In particular, Grossman raises a couple of key points that resonate with other things I've read, or have been reading, recently. The one that was most interesting to me is that genre fiction is not merely a form of escapism. On the contrary, the severity of genre fiction subject matter instead suggests that it is a means of confronting everyday problems by observing them in new configurations. He states:
We seek out hard places precisely because our lives are hard. When you read genre fiction, you leave behind the problems of reality—but only to re-encounter those problems in transfigured form, in an unfamiliar guise, one that helps you understand them more completely, and feel them more deeply. Genre fiction isn’t just generic pap. You don’t read it to escape your problems, you read it to find a new way to come to terms with them.This eloquent excerpt pretty much completely describes my theory of the historical relationship between horror and society. I have always felt that horror-booms have a tendency to occur in tandem with stressful periods in history, when people need to cope with the uncertainties that they face. It is therefore helpful to consider things like horror-booms as specific cultural responses to periods of destabilization and the anxiety that inevitably accompanies them. (2)
Michael Baxandall's articulation of the relationship between art objects and their circumstances of production is particularly helpful to conceptualizing this idea. For Baxandall, art objects can perhaps be thought of as solutions to specific problems. Consequently, the job of the art historian—or, more broadly, the cultural historian—is to reconstruct the relations between the problems (social circumstance) and their solutions (art objects), and to hopefully do so without interjecting too much of one's own personal perspective into the reconstruction. (3) Of course, the term "problem" as deployed by Baxandall does not necessarily have to carry a negative connotation, but in the case of horror—and other "escapist" genres like science fiction and fantasy—I think the problem that is being responded to is often a negative or, at the very least, unsettling one.
Nevertheless, the main point in all of this—a point that Grossman expresses more than once—is that genre fiction (horror, fantasy, sci-fi) is not something that should be treated as a lower order of cultural production. (4) In fact, it fulfills a very important function in society. Developing and pursuing an interest in genre fiction, and its related cultural products, is part and parcel of how human beings deal with the stresses of living. The practice, and what it can suggest about both contemporary and historical societies, is worthy of serious study—not derision.
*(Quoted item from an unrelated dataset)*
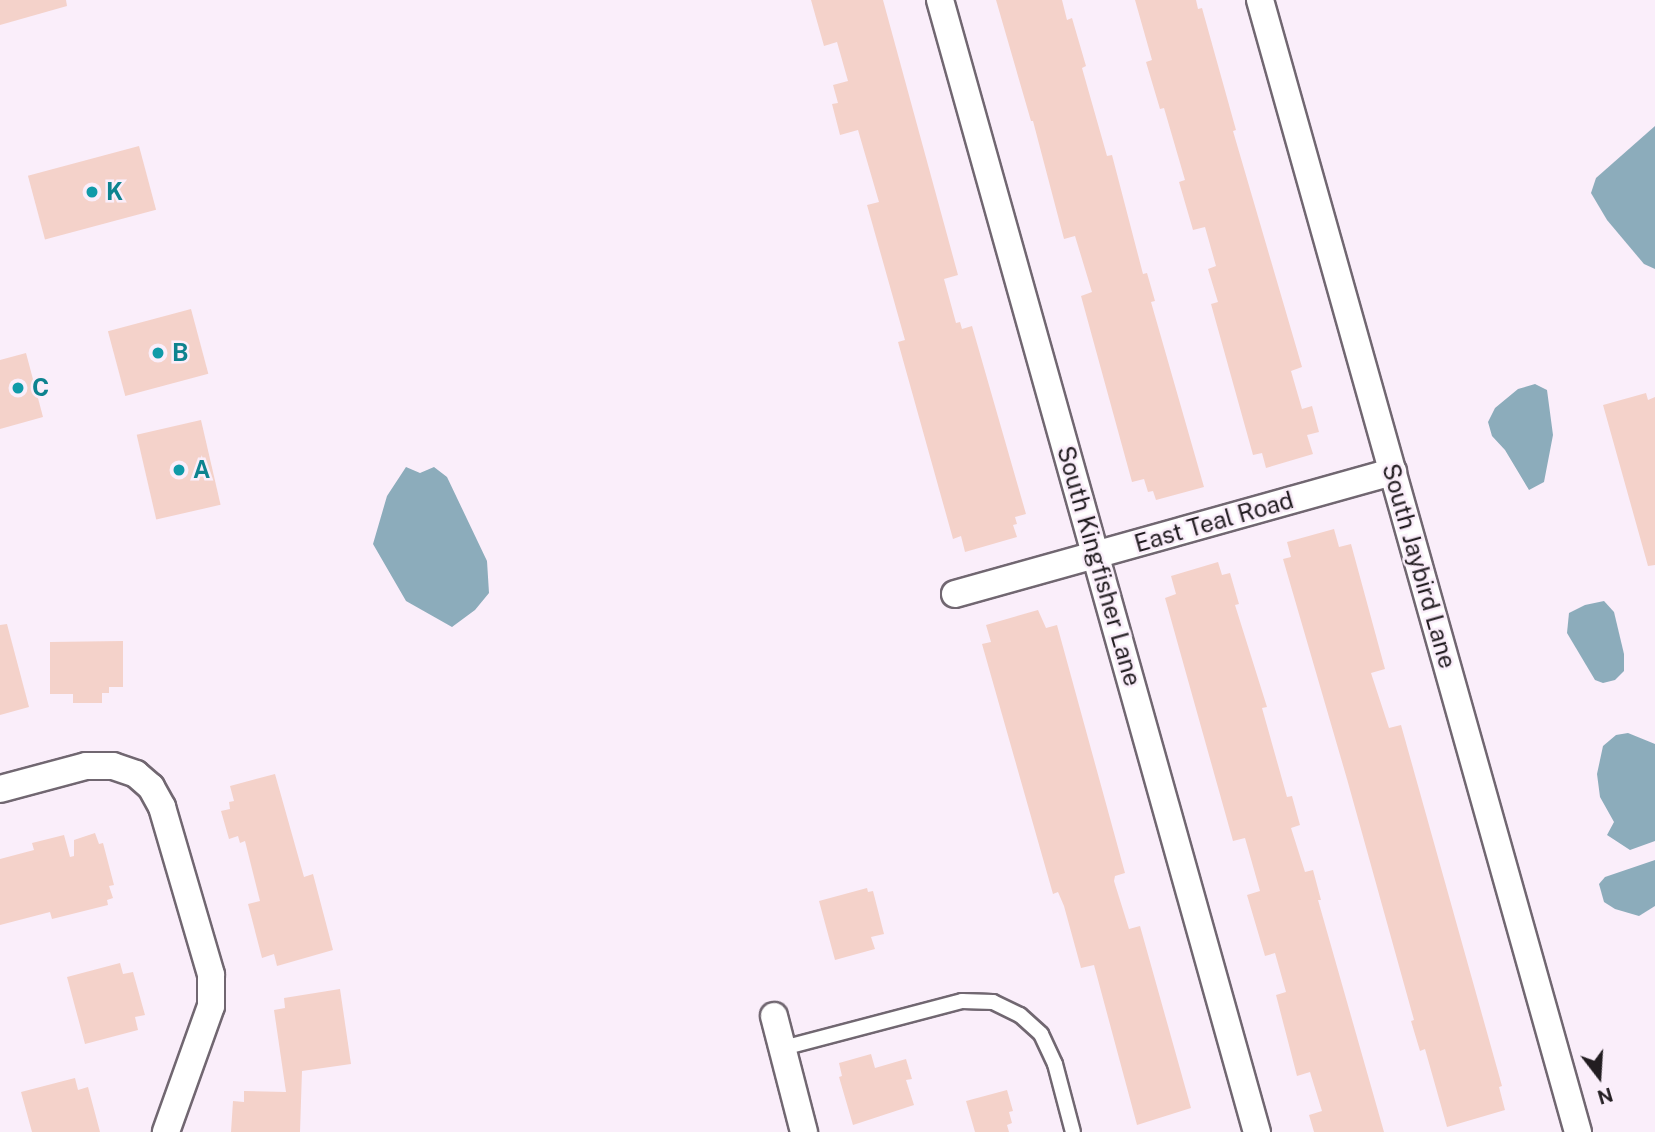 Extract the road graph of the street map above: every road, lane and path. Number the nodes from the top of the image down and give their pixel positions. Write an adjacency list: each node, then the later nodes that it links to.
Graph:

1) Lev Grossman, "Literary Revolution in the Supermarket Aisle: Genre Fiction Is Disruptive Technology," Time Entertainment (May 23, 2012).
2) Fantasy and science fiction should also be considered in this context. Though perennially popular genres among specific groups of people, there seem to be marked increases in their widespread popularity at certain times in history. It would be interesting, for example, to study the history of supernatural television shows broadcast in the US from the perspective of periods of social, political, and economic crisis.
3) Baxandall ultimately defines "problems" in a far more narrow fashion than I am comfortable with, but his metaphor is nevertheless eloquent and instructive. Patterns of Intention: On the Historical Explanation of Pictures (New Haven: Yale University Press, 1985), 14-15.
4) This is a statement that can be applied to other cultural products as well: action films, comic books, pop art, etc.